11:22 p.m.: I'm up. I'm HUNGRY! Listen to me! I am yelling to register my displeasure!! My husband bolts upright and fumbles in the dark. Since he had been asleep for less than an hour, he's totally out of it; he doesn't get to me soon enough so I start yelling louder and louder. How dare he be sleepy when something this important is making me so unhappy? He finally stumbles to me, but by now I'm so mad that I can't even eat. I'm so mad that I forget why I'm mad. I'm just mad! He has to hold my hand and stroke my hair until I calm down and finally, finally I remember that I wanted to eat. Eat! Glorious, glorious eating. I had forgotten how delicious food was. Ravenous, I scarf down two turkey sandwiches and a bag of chips.

12:18 a.m.: Hey. What's up? I am! Hahaha -- good one, me! No, but seriously, husband, can we talk? Or watch some TV? No, no, do NOT try to feed me -- blech! -- I'm not hungry; I just miss you. Can we cuddle? We spend the next 43 minutes just getting in some much needed bonding time.

2:51 a.m.: Starving again. Starving! This time, my husband breaks out the good stuff and I start chowing down on a pint of Ben and Jerry's. Mmmmm, this is so delicio -- uh-oh. I poop. A lot. Out my pajamas, in fact. Oops! I'd be embarrassed if I knew the meaning of the word. But now it just means that we have more time to spend together before we go back to sleep. Once he gets me all cleaned up, I want to eat more. More! I eat as much ice cream as I can before it starts dribbling out my mouth, onto my pajamas and my husband's once-clean shirt. Well, this won't do; this won't do at all.
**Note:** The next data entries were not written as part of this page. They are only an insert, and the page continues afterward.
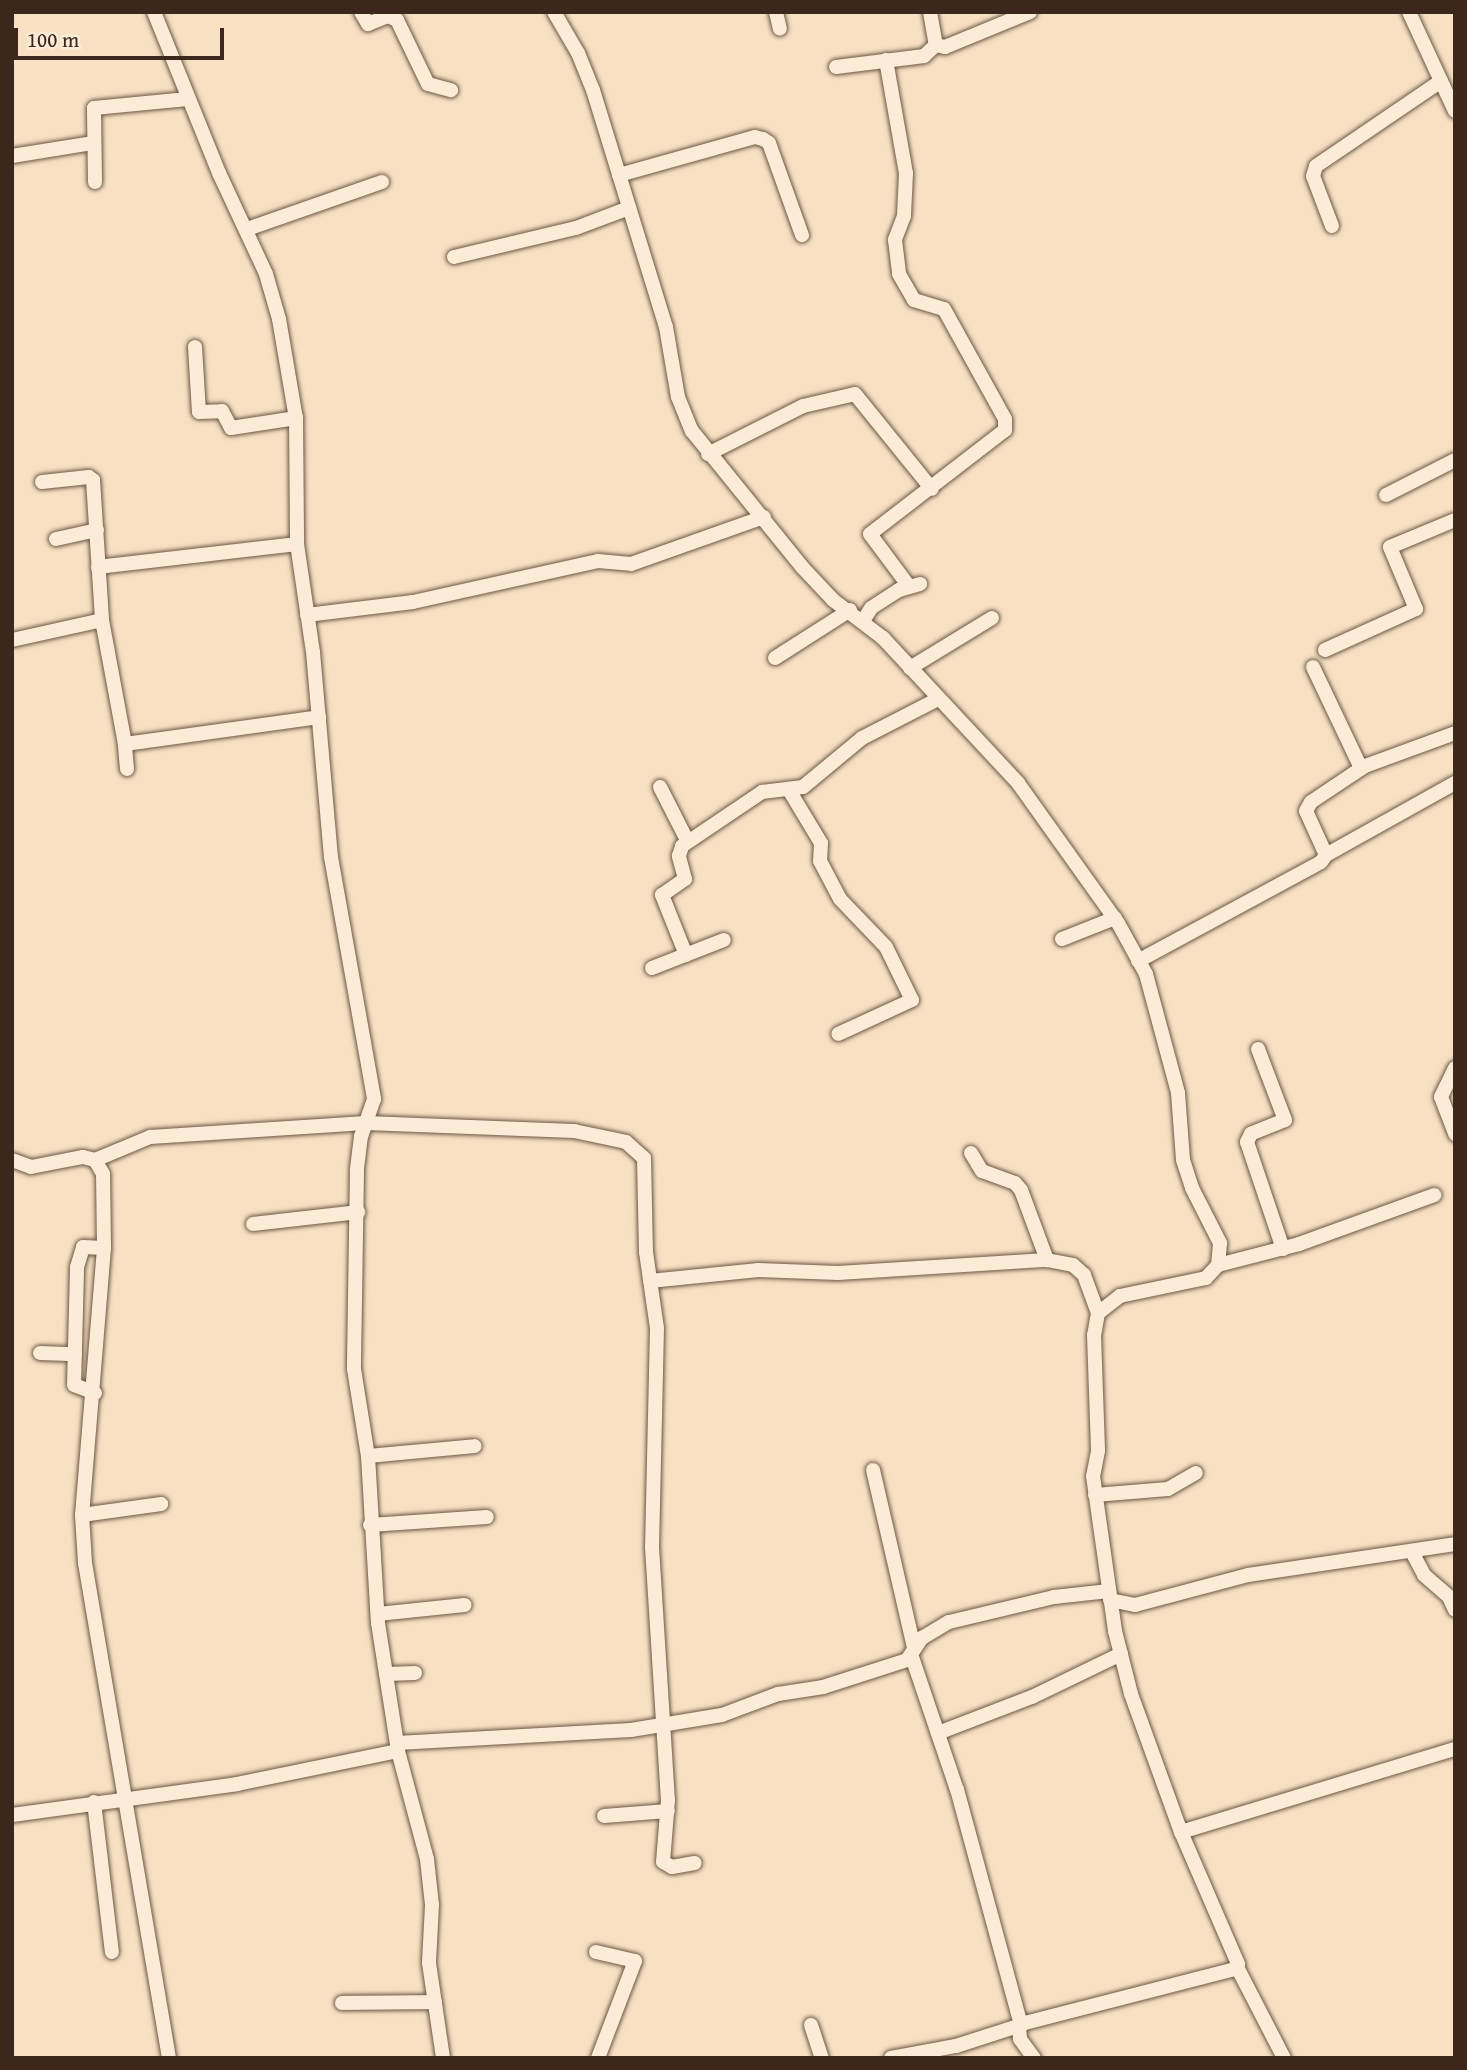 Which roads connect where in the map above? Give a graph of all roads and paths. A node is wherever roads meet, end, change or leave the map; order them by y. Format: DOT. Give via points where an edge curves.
graph roads {
  1 [pos="154,12"];
  2 [pos="361,12"];
  3 [pos="554,12"];
  4 [pos="776,12"];
  5 [pos="930,12"];
  6 [pos="1030,12"];
  7 [pos="1409,12"];
  8 [pos="780,29"];
  9 [pos="936,46"];
  10 [pos="886,60"];
  11 [pos="836,66"];
  12 [pos="1441,81"];
  13 [pos="451,90"];
  14 [pos="188,99"];
  15 [pos="1455,111"];
  16 [pos="92,143"];
  17 [pos="12,156"];
  18 [pos="619,176"];
  19 [pos="95,182"];
  20 [pos="382,182"];
  21 [pos="629,208"];
  22 [pos="1332,226"];
  23 [pos="247,229"];
  24 [pos="802,235"];
  25 [pos="454,257"];
  26 [pos="195,347"];
  27 [pos="296,418"];
  28 [pos="708,454"];
  29 [pos="1455,460"];
  30 [pos="42,482"];
  31 [pos="932,489"];
  32 [pos="1386,495"];
  33 [pos="764,517"];
  34 [pos="1455,520"];
  35 [pos="97,530"];
  36 [pos="56,539"];
  37 [pos="297,544"];
  38 [pos="98,567"];
  39 [pos="850,610"];
  40 [pos="307,615"];
  41 [pos="992,618"];
  42 [pos="102,620"];
  43 [pos="863,621"];
  44 [pos="12,639"];
  45 [pos="1325,650"];
  46 [pos="775,658"];
  47 [pos="1314,667"];
  48 [pos="910,668"];
  49 [pos="938,699"];
  50 [pos="319,717"];
  51 [pos="1455,733"];
  52 [pos="125,744"];
  53 [pos="1361,768"];
  54 [pos="127,769"];
  55 [pos="1455,783"];
  56 [pos="660,787"];
  57 [pos="789,790"];
  58 [pos="687,840"];
  59 [pos="1326,855"];
  60 [pos="1115,918"];
  61 [pos="1062,939"];
  62 [pos="724,940"];
  63 [pos="686,954"];
  64 [pos="1138,961"];
  65 [pos="652,968"];
  66 [pos="838,1034"];
  67 [pos="1258,1049"];
  68 [pos="1455,1068"];
  69 [pos="366,1123"];
  70 [pos="1455,1134"];
  71 [pos="971,1153"];
  72 [pos="95,1160"];
  73 [pos="14,1163"];
  74 [pos="1434,1195"];
  75 [pos="358,1212"];
  76 [pos="253,1224"];
  77 [pos="104,1248"];
  78 [pos="1283,1248"];
  79 [pos="1047,1260"];
  80 [pos="1218,1265"];
  81 [pos="650,1281"];
  82 [pos="1098,1313"];
  83 [pos="40,1353"];
  84 [pos="75,1354"];
  85 [pos="95,1393"];
  86 [pos="475,1446"];
  87 [pos="369,1456"];
  88 [pos="873,1470"];
  89 [pos="1196,1473"];
  90 [pos="1095,1496"];
  91 [pos="161,1504"];
  92 [pos="82,1515"];
  93 [pos="487,1517"];
  94 [pos="370,1525"];
  95 [pos="1455,1544"];
  96 [pos="1412,1552"];
  97 [pos="1110,1596"];
  98 [pos="465,1605"];
  99 [pos="1455,1610"];
  100 [pos="378,1614"];
  101 [pos="913,1653"];
  102 [pos="1121,1654"];
  103 [pos="415,1673"];
  104 [pos="386,1674"];
  105 [pos="665,1724"];
  106 [pos="938,1733"];
  107 [pos="398,1747"];
  108 [pos="1455,1749"];
  109 [pos="123,1797"];
  110 [pos="94,1802"];
  111 [pos="668,1811"];
  112 [pos="12,1815"];
  113 [pos="604,1816"];
  114 [pos="1181,1832"];
  115 [pos="695,1863"];
  116 [pos="112,1952"];
  117 [pos="596,1952"];
  118 [pos="1237,1967"];
  119 [pos="435,2001"];
  120 [pos="342,2003"];
  121 [pos="811,2025"];
  122 [pos="1021,2025"];
  123 [pos="169,2058"];
  124 [pos="443,2058"];
  125 [pos="598,2058"];
  126 [pos="822,2058"];
  127 [pos="891,2058"];
  128 [pos="1034,2058"];
  129 [pos="1284,2058"];
  1 -- 14 [label="street"];
  2 -- 13 [label="street" via="368,23 388,16 397,20 428,84"];
  3 -- 18 [label="street" via="588,78"];
  4 -- 8 [label="street"];
  5 -- 9 [label="street"];
  6 -- 9 [label="street" via="963,42"];
  7 -- 12 [label="street"];
  9 -- 10 [label="street" via="923,56"];
  10 -- 11 [label="street"];
  10 -- 31 [label="street" via="906,173 904,216 895,240 899,274 914,300 944,309 1005,419 1005,430"];
  12 -- 15 [label="street"];
  12 -- 22 [label="street" via="1316,166 1313,176"];
  14 -- 16 [label="street" via="98,106 93,110"];
  14 -- 23 [label="street"];
  16 -- 17 [label="street"];
  16 -- 19 [label="street"];
  18 -- 21 [label="street"];
  18 -- 24 [label="street" via="755,136 769,144"];
  20 -- 23 [label="street"];
  21 -- 25 [label="street" via="564,231"];
  21 -- 28 [label="street" via="666,327 678,397"];
  23 -- 27 [label="street" via="279,319"];
  26 -- 27 [label="street" via="199,412 222,411 231,428"];
  27 -- 37 [label="street"];
  28 -- 31 [label="street" via="803,407 855,394"];
  28 -- 33 [label="street"];
  29 -- 32 [label="street"];
  30 -- 35 [label="street" via="93,480"];
  31 -- 43 [label="street" via="870,534 914,585 871,608"];
  33 -- 39 [label="street" via="803,568"];
  33 -- 40 [label="street" via="631,564 598,561 412,602"];
  34 -- 45 [label="street" via="1390,547 1416,609"];
  35 -- 36 [label="street"];
  35 -- 38 [label="street"];
  37 -- 38 [label="street"];
  37 -- 40 [label="street"];
  38 -- 42 [label="street"];
  39 -- 43 [label="street"];
  39 -- 46 [label="street"];
  40 -- 50 [label="street"];
  41 -- 48 [label="street"];
  42 -- 44 [label="street"];
  42 -- 52 [label="street"];
  43 -- 48 [label="street"];
  47 -- 53 [label="street"];
  48 -- 49 [label="street"];
  49 -- 57 [label="street" via="862,738 813,781"];
  49 -- 60 [label="street" via="1018,783"];
  50 -- 52 [label="street"];
  50 -- 69 [label="street" via="331,857 371,1067 374,1099"];
  51 -- 53 [label="street"];
  52 -- 54 [label="street"];
  53 -- 59 [label="street" via="1308,805 1310,823"];
  55 -- 59 [label="street"];
  56 -- 58 [label="street"];
  57 -- 58 [label="street" via="762,792"];
  57 -- 66 [label="street" via="821,844 820,861 840,899 886,947 912,1000"];
  58 -- 63 [label="street" via="679,850 685,879 662,895"];
  59 -- 64 [label="street" via="1220,919"];
  60 -- 61 [label="street"];
  60 -- 64 [label="street"];
  62 -- 63 [label="street"];
  63 -- 65 [label="street"];
  64 -- 80 [label="street" via="1178,1093 1183,1160 1220,1243"];
  67 -- 78 [label="street" via="1285,1120 1251,1135 1247,1142"];
  68 -- 70 [label="street" via="1443,1084 1441,1097"];
  69 -- 72 [label="street" via="150,1137"];
  69 -- 75 [label="street" via="357,1171"];
  69 -- 81 [label="street" via="574,1131 626,1142 643,1158"];
  71 -- 79 [label="street" via="982,1171 1015,1183 1021,1190"];
  72 -- 73 [label="street" via="72,1158 31,1167"];
  72 -- 77 [label="street" via="103,1174"];
  74 -- 78 [label="street"];
  75 -- 76 [label="street"];
  75 -- 87 [label="street" via="354,1369"];
  77 -- 84 [label="street" via="85,1246 78,1255"];
  77 -- 85 [label="street"];
  78 -- 80 [label="street"];
  79 -- 81 [label="street" via="838,1273 758,1270"];
  79 -- 82 [label="street" via="1073,1265 1084,1275"];
  80 -- 82 [label="street" via="1206,1278 1120,1296"];
  81 -- 105 [label="street" via="657,1399 652,1547"];
  82 -- 90 [label="street"];
  83 -- 84 [label="street"];
  84 -- 85 [label="street" via="74,1387"];
  85 -- 92 [label="street"];
  86 -- 87 [label="street"];
  87 -- 94 [label="street"];
  88 -- 101 [label="street"];
  89 -- 90 [label="street" via="1168,1489"];
  90 -- 97 [label="street"];
  91 -- 92 [label="street"];
  92 -- 109 [label="street" via="88,1597"];
  93 -- 94 [label="street"];
  94 -- 100 [label="street"];
  95 -- 96 [label="street"];
  96 -- 97 [label="street" via="1248,1574 1135,1605"];
  96 -- 99 [label="street" via="1424,1575 1449,1597"];
  97 -- 101 [label="street" via="1054,1597 950,1622 933,1630"];
  97 -- 102 [label="street"];
  98 -- 100 [label="street"];
  100 -- 104 [label="street"];
  101 -- 105 [label="street" via="722,1715"];
  101 -- 106 [label="street"];
  102 -- 106 [label="street" via="1010,1707"];
  102 -- 114 [label="street"];
  103 -- 104 [label="street"];
  104 -- 107 [label="street"];
  105 -- 107 [label="street"];
  105 -- 111 [label="street"];
  106 -- 122 [label="street"];
  107 -- 109 [label="street" via="249,1782"];
  107 -- 119 [label="street" via="427,1859 432,1905 429,1963"];
  108 -- 114 [label="street"];
  109 -- 110 [label="street"];
  109 -- 123 [label="street"];
  110 -- 112 [label="street"];
  110 -- 116 [label="street"];
  111 -- 113 [label="street"];
  111 -- 115 [label="street" via="663,1862 672,1867"];
  114 -- 118 [label="street"];
  117 -- 125 [label="street" via="635,1961"];
  118 -- 122 [label="street"];
  118 -- 129 [label="street"];
  119 -- 120 [label="street"];
  119 -- 124 [label="street"];
  121 -- 126 [label="street"];
  122 -- 127 [label="street" via="956,2046"];
  122 -- 128 [label="street" via="1020,2039"];
} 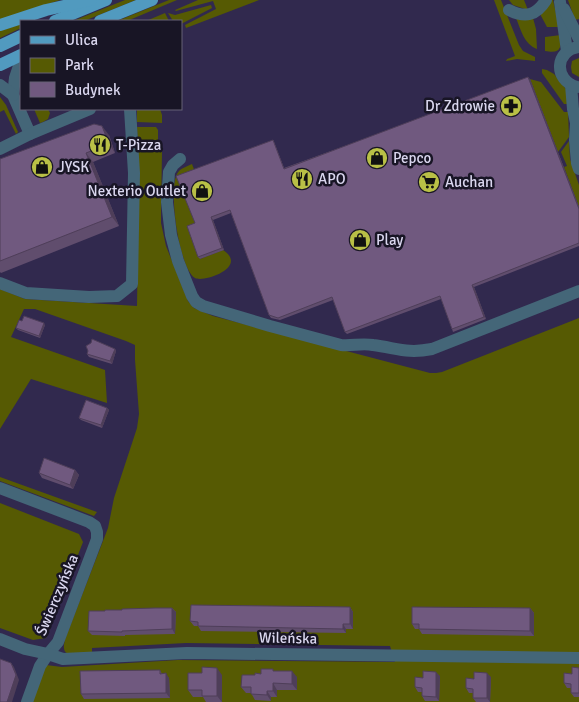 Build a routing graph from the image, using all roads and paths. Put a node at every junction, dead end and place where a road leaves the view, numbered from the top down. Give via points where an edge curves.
1 (91, 0) edge
2 (106, 0) edge
3 (152, 0) edge
4 (546, 0) edge
5 (560, 1) edge
6 (509, 10) dead end
7 (57, 20) edge
8 (102, 20) edge
9 (0, 25) edge
10 (20, 36) edge
11 (579, 39) edge
12 (0, 46) edge
13 (573, 49) edge
14 (20, 55) edge
15 (20, 63) edge
16 (0, 65) edge
17 (0, 85) edge
18 (575, 86) edge
19 (13, 95) junction
20 (88, 110) edge
21 (130, 110) edge
22 (578, 120) edge
23 (30, 134) junction
24 (0, 148) edge
25 (180, 159) dead end
26 (578, 161) edge
27 (0, 283) edge
28 (579, 291) edge
29 (0, 488) edge
30 (0, 639) edge
31 (48, 654) junction
32 (579, 658) edge
33 (27, 702) edge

All this mess is making me terribly, unreasonably, illogically unhappy.

I start to cry. For no reason at all. I'm not hungry. I'm not lonely. I guess I'm just -- I don't know? Wanting to express myself? My husband stands up with me and we walk around the room while I cry uncontrollably for about 10 minutes. Why, why, why are things so hard? Woe is me. Woe is everything. What is the existential meaning of life and the universe?

4:13 a.m.: I cough. The husband stirs. I cough again. He wakes up but doesn't move. I cough, then cough and fart at the same time. This elicits a smile from him. Heh.

5:04 a.m.: Wiggle. Wiggle. Wiggle wiggle wiggle. My husband wasn't as diligent with redoing the straightjacket after my poop explosion and I take advantage of its looseness. Wiggle wiggle wiggle. Oooh, what's this? It's so close I can almost -- yes -- it's my hand! Near my mouth! I'm just going to lay here and lick it because I can. I'm pretty proud of myself -- after all, it was only last week that I discovered I even had a hand and now I can bring it to my mouth to lick it? Pretty awesome, me! I think I should have a cocktail to celebrate my achievements. Maybe a mimosa since it's morning. Hey, it's morning! We made it! Waiter, bring me some eggs, toast and a mimosa -- go ahead and make one for yourself too since you were so attentive last night. Let's get the party started on a new day. After all, we only have 14 hours together until bedtime!